◆ WHAT YOU HAVE TO DO:
Your answer should be the lines below from the one with "Digitize the connectivity" to the one with "Extract the road", both included, given again exactly and with nothing added.

[Dataset entries]
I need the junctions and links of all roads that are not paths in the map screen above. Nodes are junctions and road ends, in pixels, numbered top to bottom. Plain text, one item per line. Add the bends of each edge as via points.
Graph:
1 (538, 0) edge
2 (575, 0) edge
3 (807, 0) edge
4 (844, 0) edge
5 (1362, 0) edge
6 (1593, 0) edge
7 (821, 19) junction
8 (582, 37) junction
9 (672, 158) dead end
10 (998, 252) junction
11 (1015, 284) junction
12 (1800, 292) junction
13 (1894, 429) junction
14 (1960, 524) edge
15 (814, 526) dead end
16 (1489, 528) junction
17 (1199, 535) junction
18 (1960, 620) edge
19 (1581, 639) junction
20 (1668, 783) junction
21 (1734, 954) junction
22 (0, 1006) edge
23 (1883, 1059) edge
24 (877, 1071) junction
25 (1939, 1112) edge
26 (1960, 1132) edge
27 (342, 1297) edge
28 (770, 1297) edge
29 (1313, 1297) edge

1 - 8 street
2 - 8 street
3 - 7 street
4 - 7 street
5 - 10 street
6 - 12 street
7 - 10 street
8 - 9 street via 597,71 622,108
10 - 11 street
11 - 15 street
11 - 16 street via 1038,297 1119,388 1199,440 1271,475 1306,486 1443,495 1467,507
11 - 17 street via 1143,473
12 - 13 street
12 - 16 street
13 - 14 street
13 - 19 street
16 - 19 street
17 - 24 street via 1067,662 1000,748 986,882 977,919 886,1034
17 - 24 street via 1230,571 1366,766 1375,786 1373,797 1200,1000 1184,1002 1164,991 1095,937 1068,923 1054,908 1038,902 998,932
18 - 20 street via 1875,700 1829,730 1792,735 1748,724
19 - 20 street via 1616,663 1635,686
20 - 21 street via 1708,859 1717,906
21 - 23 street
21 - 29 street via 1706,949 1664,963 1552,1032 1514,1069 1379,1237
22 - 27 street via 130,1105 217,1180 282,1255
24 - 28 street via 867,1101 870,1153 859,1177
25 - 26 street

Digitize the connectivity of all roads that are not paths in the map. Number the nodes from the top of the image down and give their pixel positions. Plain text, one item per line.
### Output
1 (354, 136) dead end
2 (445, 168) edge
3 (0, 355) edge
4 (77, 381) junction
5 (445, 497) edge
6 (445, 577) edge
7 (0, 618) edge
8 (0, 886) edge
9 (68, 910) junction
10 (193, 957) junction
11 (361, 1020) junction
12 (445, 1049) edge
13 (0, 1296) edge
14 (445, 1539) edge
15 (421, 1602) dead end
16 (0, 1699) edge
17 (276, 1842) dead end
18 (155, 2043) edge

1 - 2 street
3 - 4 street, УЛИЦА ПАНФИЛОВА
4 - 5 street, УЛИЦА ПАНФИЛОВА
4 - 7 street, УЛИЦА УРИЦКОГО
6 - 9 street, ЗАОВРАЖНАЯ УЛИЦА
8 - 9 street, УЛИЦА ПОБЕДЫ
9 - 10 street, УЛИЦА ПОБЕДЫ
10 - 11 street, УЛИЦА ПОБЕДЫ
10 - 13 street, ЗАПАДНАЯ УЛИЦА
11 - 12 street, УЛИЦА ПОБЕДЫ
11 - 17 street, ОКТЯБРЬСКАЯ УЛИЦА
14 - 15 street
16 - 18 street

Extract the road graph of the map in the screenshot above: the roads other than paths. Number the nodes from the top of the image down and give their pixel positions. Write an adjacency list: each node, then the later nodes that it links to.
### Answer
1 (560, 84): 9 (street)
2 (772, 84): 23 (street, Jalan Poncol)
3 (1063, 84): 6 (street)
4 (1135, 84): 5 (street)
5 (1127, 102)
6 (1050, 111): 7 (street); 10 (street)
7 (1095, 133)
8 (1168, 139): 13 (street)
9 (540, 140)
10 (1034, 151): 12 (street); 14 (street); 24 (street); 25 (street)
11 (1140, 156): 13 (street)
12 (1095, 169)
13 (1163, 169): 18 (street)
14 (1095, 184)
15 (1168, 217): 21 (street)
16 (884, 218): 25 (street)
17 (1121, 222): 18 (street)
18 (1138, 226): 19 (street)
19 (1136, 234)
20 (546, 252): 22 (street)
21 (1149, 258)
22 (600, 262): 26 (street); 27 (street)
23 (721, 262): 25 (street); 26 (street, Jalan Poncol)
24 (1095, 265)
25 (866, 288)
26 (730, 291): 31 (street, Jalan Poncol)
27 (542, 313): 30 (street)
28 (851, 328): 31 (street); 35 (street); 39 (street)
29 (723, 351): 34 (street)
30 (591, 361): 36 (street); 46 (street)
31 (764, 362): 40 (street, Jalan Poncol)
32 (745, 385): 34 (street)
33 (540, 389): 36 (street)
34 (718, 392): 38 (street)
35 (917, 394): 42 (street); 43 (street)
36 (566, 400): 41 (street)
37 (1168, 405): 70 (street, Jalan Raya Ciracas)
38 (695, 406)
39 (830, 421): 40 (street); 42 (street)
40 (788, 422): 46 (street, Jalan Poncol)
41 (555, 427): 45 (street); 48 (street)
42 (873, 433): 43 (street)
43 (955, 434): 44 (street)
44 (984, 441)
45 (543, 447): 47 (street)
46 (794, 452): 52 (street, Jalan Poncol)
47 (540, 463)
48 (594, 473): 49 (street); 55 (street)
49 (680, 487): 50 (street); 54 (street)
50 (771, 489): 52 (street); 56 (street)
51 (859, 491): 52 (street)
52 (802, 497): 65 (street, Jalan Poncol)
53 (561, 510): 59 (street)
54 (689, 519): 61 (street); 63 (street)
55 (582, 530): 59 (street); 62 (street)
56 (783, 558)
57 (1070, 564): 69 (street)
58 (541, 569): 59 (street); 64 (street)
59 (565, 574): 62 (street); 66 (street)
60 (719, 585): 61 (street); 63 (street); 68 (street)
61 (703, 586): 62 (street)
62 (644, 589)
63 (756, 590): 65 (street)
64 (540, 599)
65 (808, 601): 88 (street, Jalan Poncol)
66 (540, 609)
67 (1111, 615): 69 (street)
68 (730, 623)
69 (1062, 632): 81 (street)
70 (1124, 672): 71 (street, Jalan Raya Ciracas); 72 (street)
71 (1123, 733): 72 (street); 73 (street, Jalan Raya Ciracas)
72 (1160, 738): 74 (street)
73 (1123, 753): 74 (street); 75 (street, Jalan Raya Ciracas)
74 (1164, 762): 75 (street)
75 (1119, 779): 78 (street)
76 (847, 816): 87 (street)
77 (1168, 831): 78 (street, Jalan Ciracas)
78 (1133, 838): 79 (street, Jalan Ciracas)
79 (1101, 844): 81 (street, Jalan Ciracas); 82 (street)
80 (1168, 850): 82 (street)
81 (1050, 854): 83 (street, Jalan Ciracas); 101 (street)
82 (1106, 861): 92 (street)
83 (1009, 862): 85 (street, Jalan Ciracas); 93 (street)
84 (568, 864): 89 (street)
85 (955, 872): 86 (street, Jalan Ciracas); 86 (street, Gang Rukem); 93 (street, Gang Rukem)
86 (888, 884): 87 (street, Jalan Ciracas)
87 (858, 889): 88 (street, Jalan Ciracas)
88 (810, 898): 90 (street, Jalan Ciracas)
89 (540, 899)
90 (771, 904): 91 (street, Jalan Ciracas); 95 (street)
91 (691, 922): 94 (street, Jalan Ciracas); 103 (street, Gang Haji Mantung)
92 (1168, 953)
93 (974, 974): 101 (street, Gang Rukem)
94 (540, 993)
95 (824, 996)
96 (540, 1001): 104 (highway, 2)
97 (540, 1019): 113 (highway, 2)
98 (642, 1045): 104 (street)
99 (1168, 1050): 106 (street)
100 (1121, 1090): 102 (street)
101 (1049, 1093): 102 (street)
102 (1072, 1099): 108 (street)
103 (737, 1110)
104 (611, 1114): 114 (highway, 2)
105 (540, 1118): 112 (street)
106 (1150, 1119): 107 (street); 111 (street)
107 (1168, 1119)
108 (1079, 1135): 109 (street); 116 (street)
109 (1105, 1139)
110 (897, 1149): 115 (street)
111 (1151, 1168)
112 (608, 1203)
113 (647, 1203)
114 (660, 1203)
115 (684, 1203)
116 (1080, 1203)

◆ OUTPUT BELOW:
Digitize the connectivity of all roads that are not paths in the map. Number the nodes from the top of the image down and give their pixel positions. Plain text, one item per line.
### Output
1 (354, 136) dead end
2 (445, 168) edge
3 (0, 355) edge
4 (77, 381) junction
5 (445, 497) edge
6 (445, 577) edge
7 (0, 618) edge
8 (0, 886) edge
9 (68, 910) junction
10 (193, 957) junction
11 (361, 1020) junction
12 (445, 1049) edge
13 (0, 1296) edge
14 (445, 1539) edge
15 (421, 1602) dead end
16 (0, 1699) edge
17 (276, 1842) dead end
18 (155, 2043) edge

1 - 2 street
3 - 4 street, УЛИЦА ПАНФИЛОВА
4 - 5 street, УЛИЦА ПАНФИЛОВА
4 - 7 street, УЛИЦА УРИЦКОГО
6 - 9 street, ЗАОВРАЖНАЯ УЛИЦА
8 - 9 street, УЛИЦА ПОБЕДЫ
9 - 10 street, УЛИЦА ПОБЕДЫ
10 - 11 street, УЛИЦА ПОБЕДЫ
10 - 13 street, ЗАПАДНАЯ УЛИЦА
11 - 12 street, УЛИЦА ПОБЕДЫ
11 - 17 street, ОКТЯБРЬСКАЯ УЛИЦА
14 - 15 street
16 - 18 street

Extract the road graph of the map in the screenshot above: the roads other than paths. Number the nodes from the top of the image down and give their pixel positions. Write an adjacency list: each node, then the later nodes that it links to.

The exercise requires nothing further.